**EXERCISE OBJECTIVE**
Every line in the data below that includes "Webster" belongs in the answer, copied as it stands.

**DATA PROVIDED**
═══
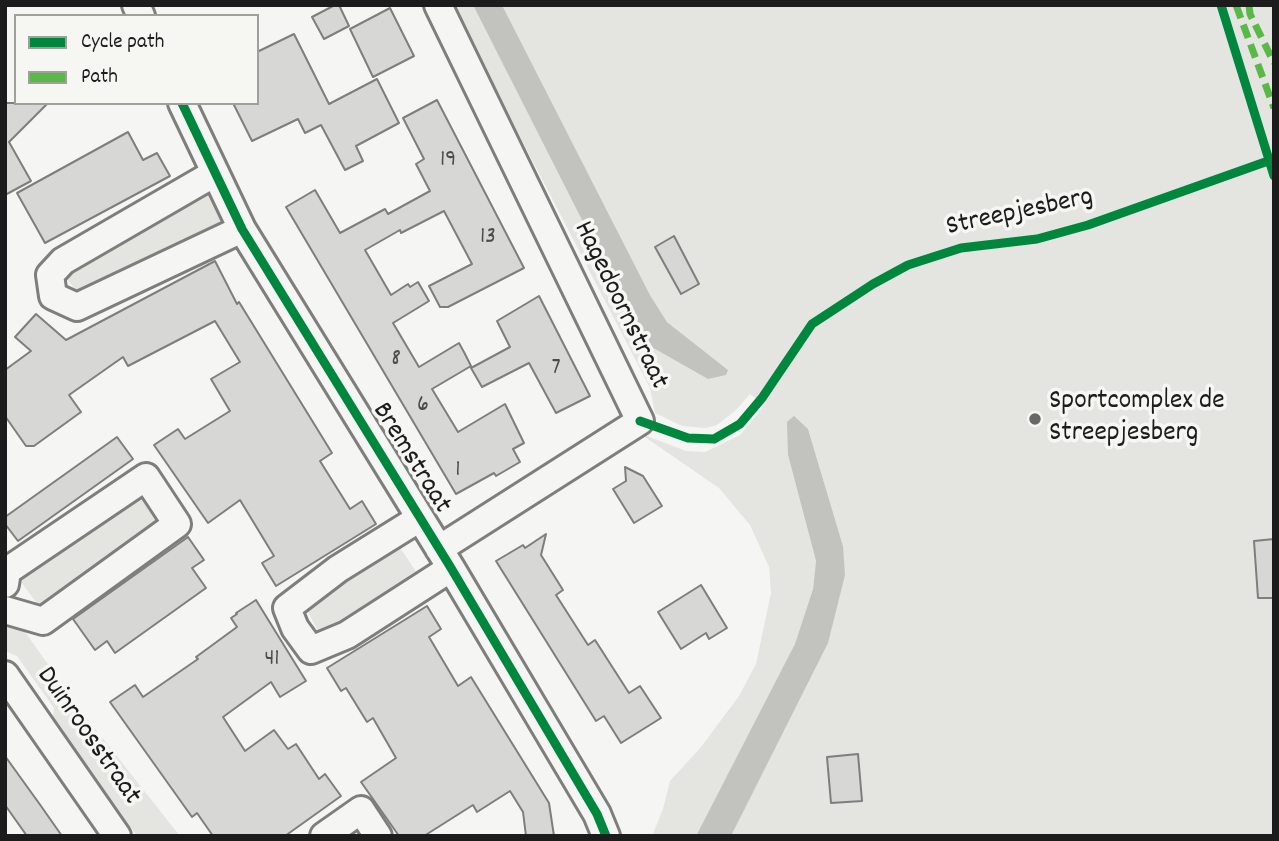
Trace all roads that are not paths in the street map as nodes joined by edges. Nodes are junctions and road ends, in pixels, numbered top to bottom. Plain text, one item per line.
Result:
1 (438, 5) edge
2 (183, 105) edge
3 (215, 173) junction
4 (242, 229) junction
5 (420, 518) junction
6 (445, 558) junction
7 (5, 584) edge
8 (5, 610) edge
9 (5, 675) edge
10 (117, 836) edge
11 (324, 836) edge
12 (378, 836) edge
13 (606, 836) edge

1 - 6 street, Hagedoornstraat
2 - 3 street, Bremstraat
3 - 4 street, Bremstraat
3 - 4 street
4 - 5 street, Bremstraat
5 - 6 street, Bremstraat
5 - 6 street, Bremstraat
6 - 13 street, Bremstraat
7 - 8 street
9 - 10 street, Duinroosstraat
11 - 12 street

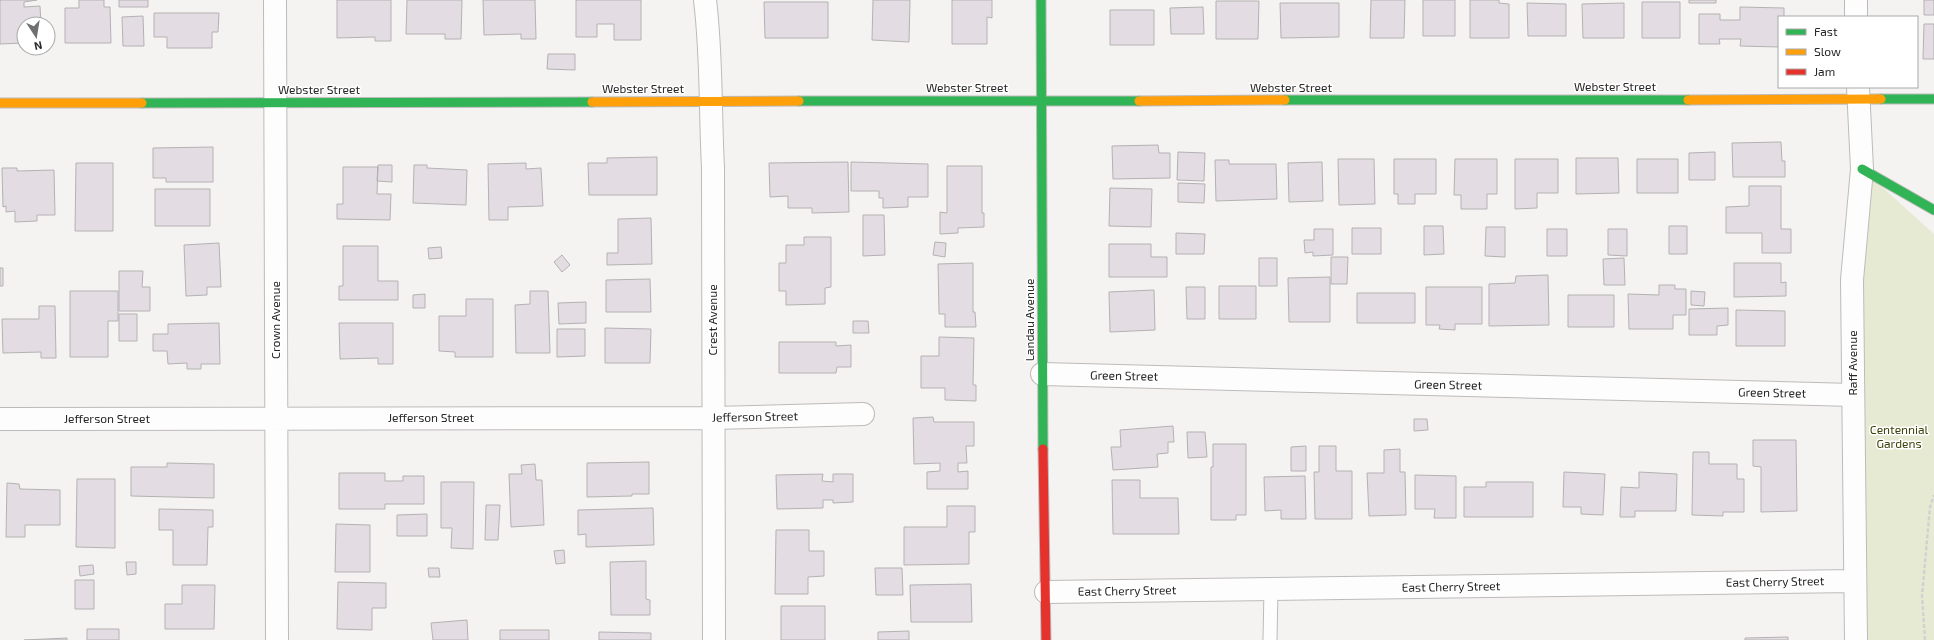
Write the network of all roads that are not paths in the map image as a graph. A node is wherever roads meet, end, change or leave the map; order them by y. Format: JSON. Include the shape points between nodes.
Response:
{"nodes":[{"id":1,"x":275,"y":0,"type":"edge"},
{"id":2,"x":705,"y":0,"type":"edge"},
{"id":3,"x":1042,"y":0,"type":"edge"},
{"id":4,"x":1856,"y":0,"type":"edge"},
{"id":5,"x":1856,"y":16,"type":"edge"},
{"id":6,"x":1858,"y":93,"type":"edge"},
{"id":7,"x":1934,"y":99,"type":"edge"},
{"id":8,"x":1042,"y":100,"type":"junction"},
{"id":9,"x":710,"y":101,"type":"junction"},
{"id":10,"x":275,"y":102,"type":"junction"},
{"id":11,"x":0,"y":103,"type":"edge"},
{"id":12,"x":1862,"y":169,"type":"junction"},
{"id":13,"x":1934,"y":210,"type":"edge"},
{"id":14,"x":1042,"y":374,"type":"junction"},
{"id":15,"x":1853,"y":395,"type":"junction"},
{"id":16,"x":863,"y":414,"type":"dead end"},
{"id":17,"x":276,"y":418,"type":"junction"},
{"id":18,"x":713,"y":418,"type":"junction"},
{"id":19,"x":0,"y":420,"type":"edge"},
{"id":20,"x":1855,"y":581,"type":"junction"},
{"id":21,"x":1271,"y":589,"type":"junction"},
{"id":22,"x":1046,"y":592,"type":"junction"},
{"id":23,"x":276,"y":640,"type":"edge"},
{"id":24,"x":714,"y":640,"type":"edge"},
{"id":25,"x":1046,"y":640,"type":"edge"},
{"id":26,"x":1270,"y":640,"type":"edge"},
{"id":27,"x":1856,"y":640,"type":"edge"}],
"edges":[{"from":1,"to":10,"type":"street","name":"Crown Avenue"},
{"from":2,"to":9,"type":"street","name":"Crest Avenue","via":[[710,42]]},
{"from":3,"to":8,"type":"street","name":"Landau Avenue"},
{"from":4,"to":5,"type":"street"},
{"from":6,"to":7,"type":"street","name":"Webster Street"},
{"from":6,"to":8,"type":"street","name":"Webster Street"},
{"from":6,"to":12,"type":"street","name":"Raff Avenue"},
{"from":8,"to":9,"type":"street","name":"Webster Street"},
{"from":8,"to":14,"type":"street","name":"Landau Avenue"},
{"from":9,"to":10,"type":"street","name":"Webster Street"},
{"from":9,"to":18,"type":"street","name":"Crest Avenue","via":[[713,168]]},
{"from":10,"to":11,"type":"street","name":"Webster Street"},
{"from":10,"to":17,"type":"street","name":"Crown Avenue"},
{"from":12,"to":13,"type":"street"},
{"from":12,"to":15,"type":"street","name":"Raff Avenue","via":[[1852,280]]},
{"from":14,"to":15,"type":"street","name":"Green Street"},
{"from":14,"to":22,"type":"street","name":"Landau Avenue"},
{"from":15,"to":20,"type":"street","name":"Raff Avenue"},
{"from":16,"to":18,"type":"street","name":"Jefferson Street"},
{"from":17,"to":18,"type":"street","name":"Jefferson Street"},
{"from":17,"to":19,"type":"street","name":"Jefferson Street"},
{"from":17,"to":23,"type":"street","name":"Crown Avenue"},
{"from":18,"to":24,"type":"street","name":"Crest Avenue"},
{"from":20,"to":21,"type":"street","name":"East Cherry Street"},
{"from":20,"to":27,"type":"street","name":"Raff Avenue"},
{"from":21,"to":22,"type":"street","name":"East Cherry Street"},
{"from":21,"to":26,"type":"lane"},
{"from":22,"to":25,"type":"street","name":"Landau Avenue"}]}
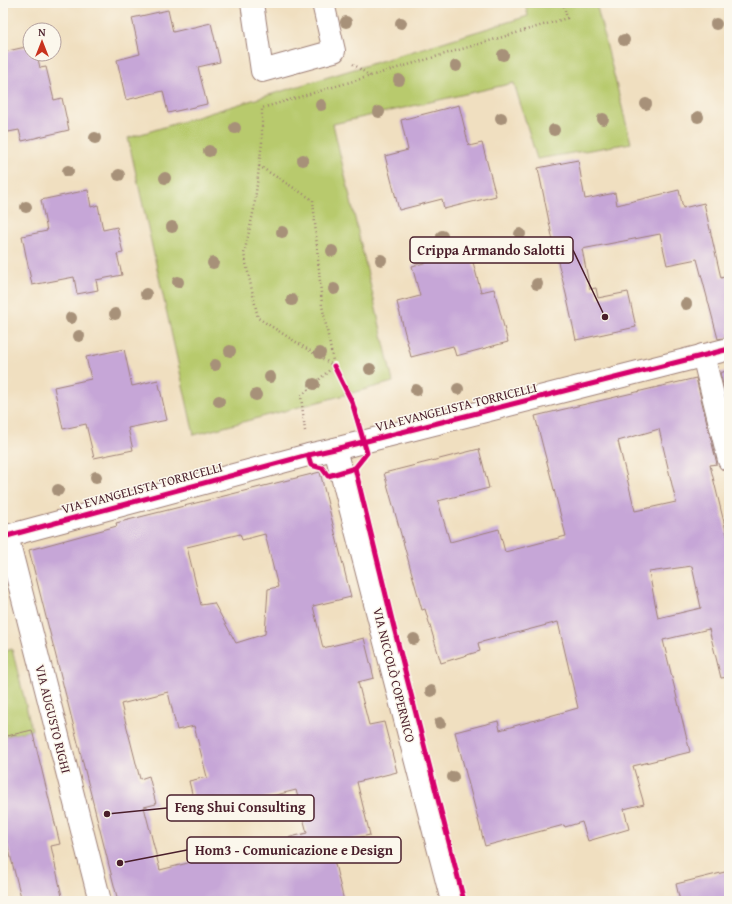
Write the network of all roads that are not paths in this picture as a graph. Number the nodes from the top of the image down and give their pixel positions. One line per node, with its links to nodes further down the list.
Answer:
1 (252, 3): 2 (street)
2 (323, 3)
3 (729, 349): 4 (street, VIA EVANGELISTA TORRICELLI)
4 (703, 355): 5 (street, VIA EVANGELISTA TORRICELLI); 6 (street)
5 (335, 449): 7 (street, VIA EVANGELISTA TORRICELLI); 9 (street, VIA NICCOLÒ COPERNICO)
6 (729, 460)
7 (5, 536): 8 (street, VIA AUGUSTO RIGHI)
8 (100, 901)
9 (452, 901)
═══
**SOLUTION TO THE PROBLEM**
{"from":6,"to":7,"type":"street","name":"Webster Street"},
{"from":6,"to":8,"type":"street","name":"Webster Street"},
{"from":8,"to":9,"type":"street","name":"Webster Street"},
{"from":9,"to":10,"type":"street","name":"Webster Street"},
{"from":10,"to":11,"type":"street","name":"Webster Street"},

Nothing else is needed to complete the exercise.